While creating an application(specifically microservice in distributed application) which has to be deployed to Kubernetes, you need to configure/create many different resources. As a minimal setup, following will be required:
- deployment
- replicaset
- service
- configmap
- secret
- ingress
And make a note, all of this will be required for each one of the microservices. And if you have multiple environments, then you need it for all the environments(dev, stage, prod etc.). Now what solutions you have to create all these yaml files.
- Write each of these yaml files one by one separately.
- Use Kustomize to create base yaml and then override it for different environments.
- Use helm to create basic template file(s) and then use values.yaml to provide desired values for different microservices and different environments.
In the below section I have explained the third approach: the Helm way. I have created a sample python app to demonstrate how Helm can be used. You can find the code here. Find below the directory structure.
To create a new Helm chart you can use the command helm create:
helm create sample-app-v1
This will create a folder structure similar to what you have seen in the picture above except for python-docker. This folder I have added separately to demonstrate how charts can be used for microservices.
- Chart.yaml :A YAML file containing information about the chart.
- templates/ : A directory of templates that, when combined with values(values.yaml) will generate valid Kubernetes manifest files.
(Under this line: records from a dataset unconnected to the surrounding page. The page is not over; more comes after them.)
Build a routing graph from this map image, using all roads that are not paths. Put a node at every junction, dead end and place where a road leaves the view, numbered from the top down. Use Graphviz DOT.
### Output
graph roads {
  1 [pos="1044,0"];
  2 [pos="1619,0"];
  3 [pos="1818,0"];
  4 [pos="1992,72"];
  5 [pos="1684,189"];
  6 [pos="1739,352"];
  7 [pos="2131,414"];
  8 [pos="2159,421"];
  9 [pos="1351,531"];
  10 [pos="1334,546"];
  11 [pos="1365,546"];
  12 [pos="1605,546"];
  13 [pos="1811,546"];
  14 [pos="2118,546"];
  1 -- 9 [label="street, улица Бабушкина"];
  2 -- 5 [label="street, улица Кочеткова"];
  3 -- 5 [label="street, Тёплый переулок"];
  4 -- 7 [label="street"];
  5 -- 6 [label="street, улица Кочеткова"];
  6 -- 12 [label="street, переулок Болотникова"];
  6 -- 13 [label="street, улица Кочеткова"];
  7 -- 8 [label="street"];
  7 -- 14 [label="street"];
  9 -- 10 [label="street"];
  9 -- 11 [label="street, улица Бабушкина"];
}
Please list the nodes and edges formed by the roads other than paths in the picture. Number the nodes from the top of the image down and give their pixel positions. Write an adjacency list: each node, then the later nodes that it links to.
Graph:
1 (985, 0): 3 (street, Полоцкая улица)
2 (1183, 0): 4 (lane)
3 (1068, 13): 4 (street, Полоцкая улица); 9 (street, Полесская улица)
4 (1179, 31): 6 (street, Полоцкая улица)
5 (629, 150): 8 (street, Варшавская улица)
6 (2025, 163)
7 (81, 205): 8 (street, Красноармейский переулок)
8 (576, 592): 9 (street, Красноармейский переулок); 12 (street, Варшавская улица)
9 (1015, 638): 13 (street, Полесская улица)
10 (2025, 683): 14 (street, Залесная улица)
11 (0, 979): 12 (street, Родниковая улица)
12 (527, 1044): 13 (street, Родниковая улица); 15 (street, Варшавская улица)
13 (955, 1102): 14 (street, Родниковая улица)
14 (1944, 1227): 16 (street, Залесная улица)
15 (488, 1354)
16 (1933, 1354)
By default Helm creates a standard set of Kubernetes resources’ yaml files. I have deleted that and created my own set of resources’ yaml files.
- charts/ :A directory containing any helm charts upon which this current helm chart depends.
- values.yaml :The default configuration values for this chart.
The yaml files in templates are self-explanatory(if you are aware of Kubernetes) It consists of a namespace, a deployment, a config, a service and an ingress. You can define your own set of base resources which are common for microservices. Then later define different set of values.yaml(e.g. values.dev.yaml, values.prod.yaml etc) which can be used to generate different set of Kubernetes manifest files. If you want to verify your complete set of manifest yamls, you can use below command to locally render it.
#helm template <chart-name> <chart-folder-path> --values <values-yaml>
helm template sample-app-v1 .
helm template sample-app-v1 . --values values.dev.yaml
If values are not provided, the default values provided in chart folder(values.yaml) will override the values for desired parameter specified in template yamls. For example you can see the template generated without providing values in below diagram.
If you specify the values in command it will create manifest based on provided values.yaml. For example if you use values.dev.yaml, the result will look something like below:
Install helm chart
To install a helm chart you can use helm install command. If you have already install a version and want to upgrade/override to a newer version or provide new values, you can use helm upgrade install.
#helm install <chart-name> <chart-foder-path> --values <values-yaml>
helm install sample-app-v1 .
helm upgrade --install sample-app-v1 . --values values.dev.yaml
helm upgrade --install sample-app-v1 . --values values.prod.yaml
You can see in below 3 pictures how Kubernetes resources are getting created and python app is displaying different messages based on different values.yaml provided.
Every time you install/upgrade a helm chart you get a new version deployed. You can use helm list command to list all installed chart and related details. To uninstall you can use helm uninstall sample-app-v1.
For further learning about Helm, Please refer to official helm docs.
Hope this article has helped you getting some insight on how to kickstart your journey with Helm.